(Dataset entries)
———
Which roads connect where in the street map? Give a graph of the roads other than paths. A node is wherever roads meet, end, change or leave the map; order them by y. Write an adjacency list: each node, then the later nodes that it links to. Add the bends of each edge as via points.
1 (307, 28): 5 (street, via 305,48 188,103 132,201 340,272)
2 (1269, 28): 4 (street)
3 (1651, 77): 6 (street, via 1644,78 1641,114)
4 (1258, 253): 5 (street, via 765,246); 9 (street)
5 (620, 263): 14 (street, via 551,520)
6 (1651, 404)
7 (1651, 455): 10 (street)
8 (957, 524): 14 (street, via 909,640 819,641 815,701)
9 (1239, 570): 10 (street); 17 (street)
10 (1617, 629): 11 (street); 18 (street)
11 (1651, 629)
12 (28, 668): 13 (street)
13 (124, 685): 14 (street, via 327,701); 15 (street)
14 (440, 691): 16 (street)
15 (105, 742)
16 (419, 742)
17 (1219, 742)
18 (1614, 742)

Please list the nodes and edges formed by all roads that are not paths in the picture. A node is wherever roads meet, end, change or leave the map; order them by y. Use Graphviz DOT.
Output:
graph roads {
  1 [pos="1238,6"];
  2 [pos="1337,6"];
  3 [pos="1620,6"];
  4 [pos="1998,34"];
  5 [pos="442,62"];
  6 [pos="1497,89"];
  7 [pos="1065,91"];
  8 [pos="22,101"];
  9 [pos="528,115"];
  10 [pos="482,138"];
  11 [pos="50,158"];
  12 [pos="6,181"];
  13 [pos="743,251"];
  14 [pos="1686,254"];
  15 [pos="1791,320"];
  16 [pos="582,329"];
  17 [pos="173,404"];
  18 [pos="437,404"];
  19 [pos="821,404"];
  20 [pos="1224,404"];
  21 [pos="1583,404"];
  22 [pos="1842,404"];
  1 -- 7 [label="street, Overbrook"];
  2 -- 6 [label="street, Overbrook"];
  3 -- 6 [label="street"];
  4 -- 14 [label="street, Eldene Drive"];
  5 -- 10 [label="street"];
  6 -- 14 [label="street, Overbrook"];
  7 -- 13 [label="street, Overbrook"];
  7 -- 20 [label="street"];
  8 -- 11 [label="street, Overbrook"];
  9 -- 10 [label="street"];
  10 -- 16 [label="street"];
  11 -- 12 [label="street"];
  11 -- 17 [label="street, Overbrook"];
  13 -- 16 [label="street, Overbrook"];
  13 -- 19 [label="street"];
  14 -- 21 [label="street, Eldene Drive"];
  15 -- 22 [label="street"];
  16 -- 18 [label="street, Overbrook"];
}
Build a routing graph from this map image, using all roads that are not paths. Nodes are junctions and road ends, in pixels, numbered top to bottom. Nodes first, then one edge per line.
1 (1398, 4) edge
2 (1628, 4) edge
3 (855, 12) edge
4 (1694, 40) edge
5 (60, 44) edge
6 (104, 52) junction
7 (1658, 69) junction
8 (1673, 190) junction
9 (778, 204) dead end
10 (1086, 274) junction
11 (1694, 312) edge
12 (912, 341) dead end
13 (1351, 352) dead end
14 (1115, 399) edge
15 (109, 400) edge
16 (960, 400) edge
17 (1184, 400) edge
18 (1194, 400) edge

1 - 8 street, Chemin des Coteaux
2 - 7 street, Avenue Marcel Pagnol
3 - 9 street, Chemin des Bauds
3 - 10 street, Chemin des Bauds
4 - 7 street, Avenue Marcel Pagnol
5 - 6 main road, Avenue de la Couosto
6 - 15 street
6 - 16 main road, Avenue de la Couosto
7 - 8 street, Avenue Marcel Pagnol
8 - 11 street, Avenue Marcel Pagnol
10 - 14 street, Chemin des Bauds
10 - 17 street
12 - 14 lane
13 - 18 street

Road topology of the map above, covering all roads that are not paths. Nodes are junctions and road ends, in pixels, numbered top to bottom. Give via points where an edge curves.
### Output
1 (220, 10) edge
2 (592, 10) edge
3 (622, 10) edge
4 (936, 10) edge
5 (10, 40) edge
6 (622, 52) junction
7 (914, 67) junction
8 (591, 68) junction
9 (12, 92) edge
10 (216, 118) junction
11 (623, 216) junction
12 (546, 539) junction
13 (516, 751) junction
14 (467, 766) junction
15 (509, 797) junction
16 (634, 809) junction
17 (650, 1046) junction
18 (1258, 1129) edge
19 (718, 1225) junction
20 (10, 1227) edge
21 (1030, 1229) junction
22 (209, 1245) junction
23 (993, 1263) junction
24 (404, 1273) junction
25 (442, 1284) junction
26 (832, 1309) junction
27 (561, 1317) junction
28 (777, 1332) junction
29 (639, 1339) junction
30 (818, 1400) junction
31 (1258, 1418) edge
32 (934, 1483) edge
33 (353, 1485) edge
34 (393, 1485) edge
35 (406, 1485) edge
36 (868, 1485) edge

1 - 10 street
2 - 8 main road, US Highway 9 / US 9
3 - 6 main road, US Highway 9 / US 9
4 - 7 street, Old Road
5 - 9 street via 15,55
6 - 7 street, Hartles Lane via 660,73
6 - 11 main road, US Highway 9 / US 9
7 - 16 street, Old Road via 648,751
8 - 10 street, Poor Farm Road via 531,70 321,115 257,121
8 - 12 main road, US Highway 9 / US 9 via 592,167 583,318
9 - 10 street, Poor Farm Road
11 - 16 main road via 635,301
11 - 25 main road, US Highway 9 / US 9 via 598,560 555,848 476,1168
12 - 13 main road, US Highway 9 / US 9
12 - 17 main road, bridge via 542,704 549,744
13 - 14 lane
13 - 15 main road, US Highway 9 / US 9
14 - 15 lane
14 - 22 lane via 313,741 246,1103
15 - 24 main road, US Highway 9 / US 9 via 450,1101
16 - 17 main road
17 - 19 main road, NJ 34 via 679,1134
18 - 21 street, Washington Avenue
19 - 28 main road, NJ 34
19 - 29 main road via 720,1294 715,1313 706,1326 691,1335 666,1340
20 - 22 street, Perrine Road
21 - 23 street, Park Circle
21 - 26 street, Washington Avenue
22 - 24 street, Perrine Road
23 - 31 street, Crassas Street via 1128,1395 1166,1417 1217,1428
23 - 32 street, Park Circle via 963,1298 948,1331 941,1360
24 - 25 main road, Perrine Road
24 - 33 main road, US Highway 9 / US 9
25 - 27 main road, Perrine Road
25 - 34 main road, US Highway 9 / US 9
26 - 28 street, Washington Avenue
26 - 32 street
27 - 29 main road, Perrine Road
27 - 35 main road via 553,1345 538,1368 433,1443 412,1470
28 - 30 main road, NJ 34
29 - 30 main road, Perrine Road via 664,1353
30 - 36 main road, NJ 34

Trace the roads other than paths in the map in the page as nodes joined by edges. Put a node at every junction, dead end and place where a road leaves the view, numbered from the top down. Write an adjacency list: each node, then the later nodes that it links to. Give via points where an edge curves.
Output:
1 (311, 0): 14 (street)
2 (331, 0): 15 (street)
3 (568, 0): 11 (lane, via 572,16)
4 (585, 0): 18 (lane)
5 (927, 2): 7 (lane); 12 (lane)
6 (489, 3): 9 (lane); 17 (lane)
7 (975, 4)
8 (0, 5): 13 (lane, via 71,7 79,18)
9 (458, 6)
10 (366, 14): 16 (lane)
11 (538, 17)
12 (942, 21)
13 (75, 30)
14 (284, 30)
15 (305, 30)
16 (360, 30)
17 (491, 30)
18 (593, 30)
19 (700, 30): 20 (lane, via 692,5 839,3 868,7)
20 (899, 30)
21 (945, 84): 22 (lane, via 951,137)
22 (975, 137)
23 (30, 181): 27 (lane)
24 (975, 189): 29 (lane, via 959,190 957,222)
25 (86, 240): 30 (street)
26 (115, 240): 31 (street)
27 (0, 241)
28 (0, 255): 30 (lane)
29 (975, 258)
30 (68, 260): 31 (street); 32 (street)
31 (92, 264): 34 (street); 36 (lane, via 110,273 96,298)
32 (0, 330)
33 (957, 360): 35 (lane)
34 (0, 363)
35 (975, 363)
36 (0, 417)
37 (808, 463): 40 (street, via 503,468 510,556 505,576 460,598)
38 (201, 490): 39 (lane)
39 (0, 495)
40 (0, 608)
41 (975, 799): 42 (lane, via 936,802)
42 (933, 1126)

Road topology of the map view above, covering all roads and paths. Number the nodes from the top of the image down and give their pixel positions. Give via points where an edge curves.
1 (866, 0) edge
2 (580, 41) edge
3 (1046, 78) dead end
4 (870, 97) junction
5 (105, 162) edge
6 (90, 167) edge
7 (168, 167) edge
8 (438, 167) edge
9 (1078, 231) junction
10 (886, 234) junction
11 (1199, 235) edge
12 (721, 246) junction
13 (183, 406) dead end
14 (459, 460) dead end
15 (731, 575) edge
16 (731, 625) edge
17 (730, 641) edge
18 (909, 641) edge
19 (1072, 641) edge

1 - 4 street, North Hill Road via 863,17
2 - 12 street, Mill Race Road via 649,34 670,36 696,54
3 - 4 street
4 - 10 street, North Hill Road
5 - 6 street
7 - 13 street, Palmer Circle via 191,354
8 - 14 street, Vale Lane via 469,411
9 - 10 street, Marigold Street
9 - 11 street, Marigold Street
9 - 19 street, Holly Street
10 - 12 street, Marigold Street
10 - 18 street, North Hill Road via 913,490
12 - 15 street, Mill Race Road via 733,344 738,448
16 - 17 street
———
▶ WORK INSTRUCTION
Tally the lines of the entries that include the word "edges" and give only the total.

▶ COMPLETED TASK
2